The moment in Kate Atkinson's A God In Ruins when protagonist Teddy Todd lies to his granddaughter about an old photograph isn't a grand climax. It happens in passing, in half a sentence: She asks about the stain on an image of Teddy and his long-dead wife Nancy. It's actually the blood of one of his World War II air crew, who died in his arms after their plane was shot down. But Teddy claims it's tea, "not because she wouldn't have been interested but because it was a private thing."

It's only a tiny coda to the vivid story of the plane crash and the gunner's death, but the exchange still feels central to A God In Ruins. Atkinson's companion novel to her 2013 bestseller Life After Life brings back familiar characters and invents many new ones, but to different ends. Life After Life explored human potential through a sophisticated version of a Choose Your Own Adventure story, with protagonist Ursula Todd dying over and over, then continuing through iterations of lives where she made different choices or had better luck.

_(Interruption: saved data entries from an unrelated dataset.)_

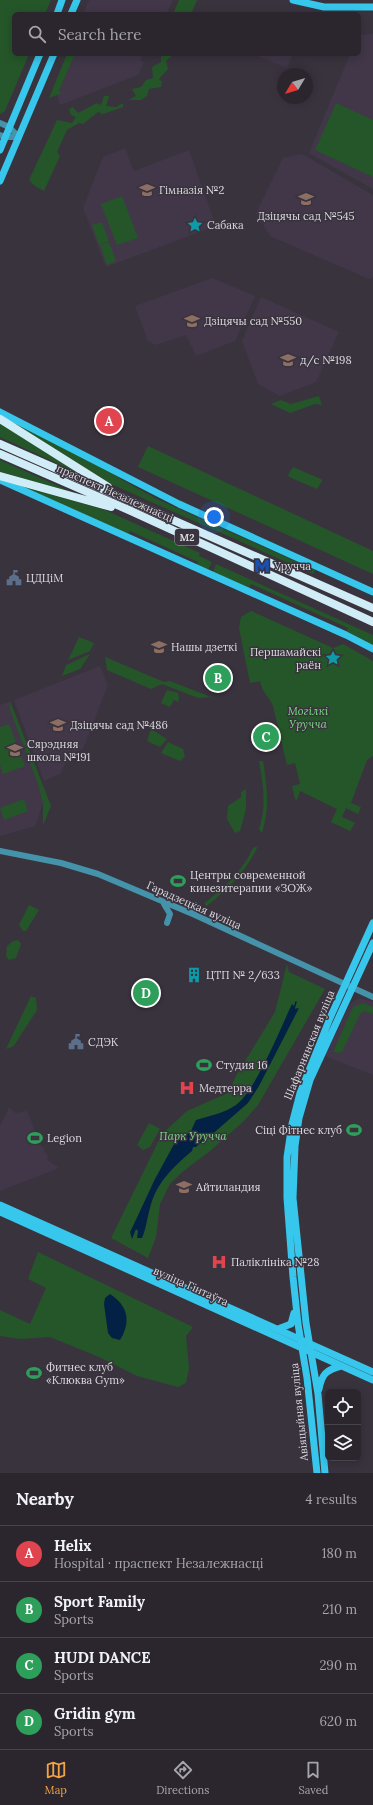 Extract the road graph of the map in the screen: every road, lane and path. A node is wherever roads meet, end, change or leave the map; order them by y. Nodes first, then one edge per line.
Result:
1 (62, 0) edge
2 (77, 0) edge
3 (293, 0) edge
4 (373, 7) edge
5 (57, 12) edge
6 (72, 12) edge
7 (39, 56) edge
8 (53, 56) edge
9 (0, 123) edge
10 (9, 127) junction
11 (3, 136) edge
12 (19, 137) junction
13 (0, 150) edge
14 (0, 181) edge
15 (0, 412) edge
16 (0, 419) edge
17 (0, 444) edge
18 (0, 454) edge
19 (0, 476) edge
20 (0, 480) edge
21 (133, 508) junction
22 (373, 592) edge
23 (373, 608) edge
24 (373, 622) edge
25 (373, 649) edge
26 (0, 851) edge
27 (161, 902) junction
28 (195, 905) dead end
29 (195, 915) junction
30 (167, 923) dead end
31 (373, 923) edge
32 (373, 943) edge
33 (345, 985) junction
34 (353, 988) junction
35 (373, 996) edge
36 (0, 1205) edge
37 (0, 1212) edge
38 (296, 1303) junction
39 (278, 1329) junction
40 (301, 1339) junction
41 (308, 1343) junction
42 (302, 1348) junction
43 (311, 1352) junction
44 (341, 1366) junction
45 (373, 1372) edge
46 (373, 1380) edge
47 (318, 1394) junction
48 (317, 1473) edge
49 (326, 1473) edge

1 - 5 main road
2 - 6 main road
3 - 4 main road
7 - 10 main road
8 - 12 main road
9 - 10 street
10 - 11 main road
10 - 12 street
11 - 12 street
11 - 13 main road
12 - 14 main road
15 - 22 main road, праспект Незалежнасці
16 - 21 highway
17 - 21 highway, праспект Незалежнасці / М2
18 - 21 highway, праспект Незалежнасці / М2
19 - 21 highway
20 - 25 main road
21 - 23 highway, праспект Незалежнасці / М2
21 - 24 highway, праспект Незалежнасці / М2
26 - 27 street, Гарадзецкая вуліца
27 - 29 street, Гарадзецкая вуліца
27 - 30 street
28 - 29 street
29 - 33 street, Гарадзецкая вуліца
31 - 33 main road, Шафарнянская вуліца
32 - 34 main road, Шафарнянская вуліца
33 - 34 street, Гарадзецкая вуліца
33 - 38 main road, Шафарнянская вуліца
34 - 35 street, Гарадзецкая вуліца
34 - 41 main road, Шафарнянская вуліца
36 - 39 main road, вуліца Гінтаўта
37 - 42 main road, вуліца Гінтаўта
38 - 39 main road
38 - 40 main road, Шафарнянская вуліца
39 - 40 main road, вуліца Гінтаўта
40 - 41 main road, вуліца Гінтаўта
40 - 42 main road, Шафарнянская вуліца
41 - 43 main road, Авіяцыйная вуліца
41 - 45 main road, вуліца Гінтаўта
42 - 43 main road, вуліца Гінтаўта
42 - 48 main road, Авіяцыйная вуліца
43 - 44 main road, вуліца Гінтаўта
43 - 47 main road, Авіяцыйная вуліца
44 - 46 main road, вуліца Гінтаўта
44 - 47 main road
47 - 49 main road, Авіяцыйная вуліца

A God In Ruins isn't about the freedom of options, but about self-imposed barriers. Ursula's brother Teddy, who died in the war in her story, gets his own chance to live an alternate life in this novel. But his stoic, British inability to open up to people shuts down many of his potential paths.

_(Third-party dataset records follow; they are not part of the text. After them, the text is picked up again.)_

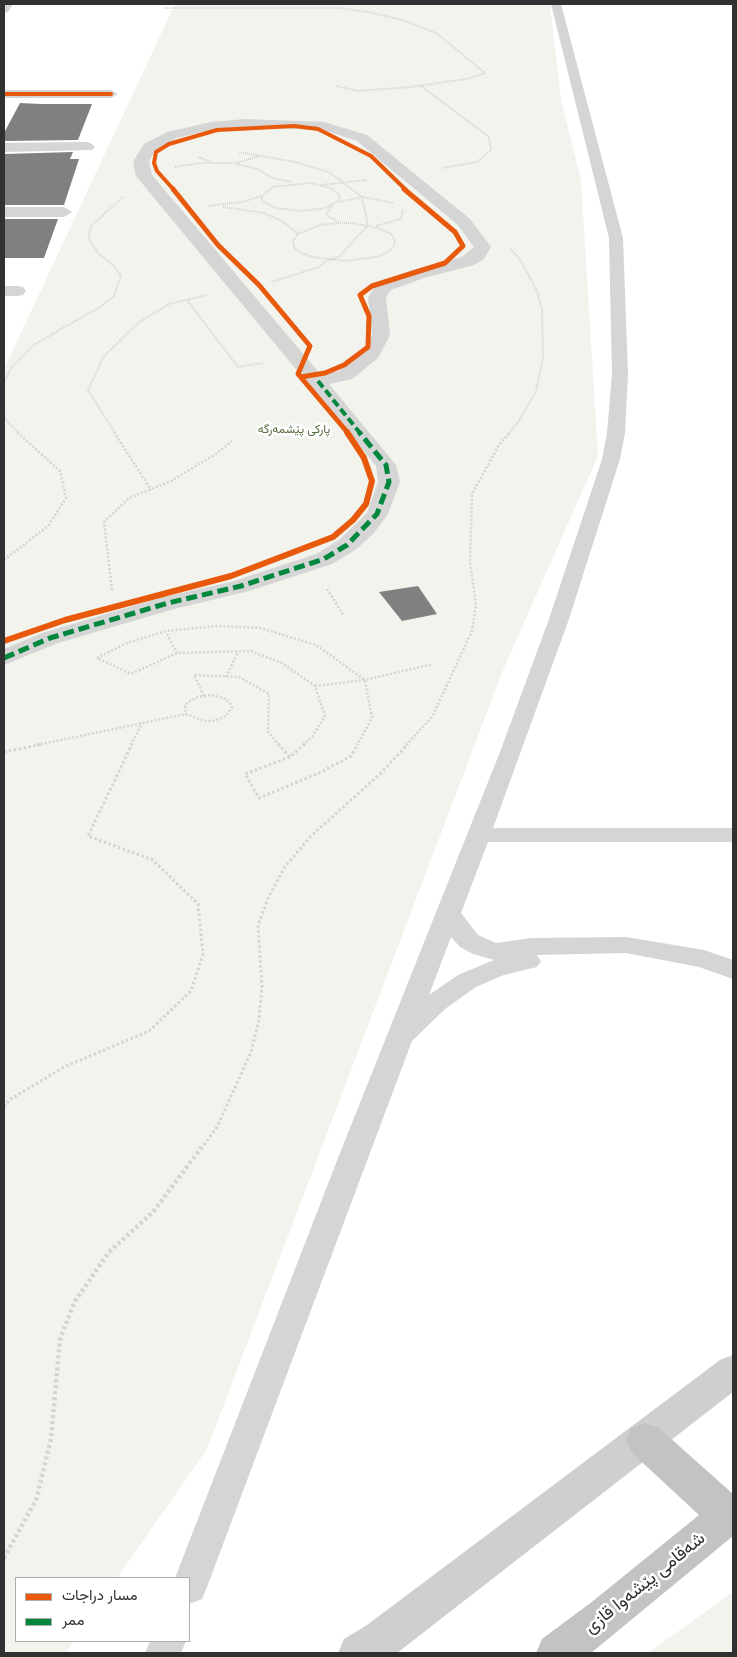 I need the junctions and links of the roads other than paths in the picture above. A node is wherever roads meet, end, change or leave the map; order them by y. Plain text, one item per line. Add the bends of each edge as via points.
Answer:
1 (7, 4) edge
2 (556, 4) edge
3 (4, 9) edge
4 (4, 94) edge
5 (112, 94) dead end
6 (87, 147) dead end
7 (4, 148) edge
8 (4, 212) edge
9 (64, 212) dead end
10 (318, 381) junction
11 (4, 658) edge
12 (477, 835) junction
13 (733, 835) edge
14 (448, 913) junction
15 (568, 946) junction
16 (733, 970) edge
17 (398, 1040) junction
18 (733, 1371) edge
19 (645, 1440) junction
20 (731, 1514) edge
21 (190, 1584) edge
22 (358, 1653) edge
23 (557, 1653) edge

1 - 3 street
2 - 12 lane via 616,238 620,340 617,416 611,459 590,528 517,735
4 - 5 street
6 - 7 street
8 - 9 street
10 - 10 street via 345,375 370,358 381,335 377,297 384,286 468,261 478,256 483,247 464,222 407,174 362,138 345,131 324,126 245,123 211,126 172,135 148,147 141,162 147,180
10 - 11 street via 386,465 389,482 377,514 347,545 324,559 241,586 72,631
12 - 13 lane
12 - 14 lane
14 - 15 lane via 461,934 482,948 495,952
14 - 17 lane
15 - 16 lane via 642,948 704,959
15 - 17 lane via 467,981 436,1003
17 - 21 lane
18 - 19 main road
19 - 20 highway
19 - 22 main road via 382,1640
20 - 23 highway, شەقامی پێشەوا قازی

That also applies to the rest of his family, as the book stretches out over close to a century of his life. His wife Nancy is self-contained and secretive, and their relationship is cordial rather than passionate. Their only child, Viola, is a blindingly selfish, hateful author who never learns to see Teddy as a person. Viola's self-styled artist husband Dominic is an overgrown child, and their neglected kids Sun ("Sunny") and Moon ("Bertie") grow up half-feral on a commune, with Sunny in particular clinging to anyone who shows him kindness. All these characters falter and fail when communicating with each other, and Atkinson loops back to catch scenes from different viewpoints, to show how dishonesty, insularity or mistrust makes them misunderstand and judge each other.

Atkinson never underlines this point, any more than she overexplains Ursula's reincarnations as part of an authorial philosophy. She just observes her characters in compelling detail, through scenes that sometimes connect — as Teddy's experience flying a bomber for the RAF links with his aimlessness before World War II, and his grief afterward — and sometimes seem disjointed, even random. This is a sprawling, epic novel, and sidebars like Sunny's miserable experiences with Dominic's abusive family seem discursive and distracted. But Atkinson connects with Sunny's emotions so closely, and with the specifics of his story so naturally, that even the most seemingly irrelevant byways become entertaining.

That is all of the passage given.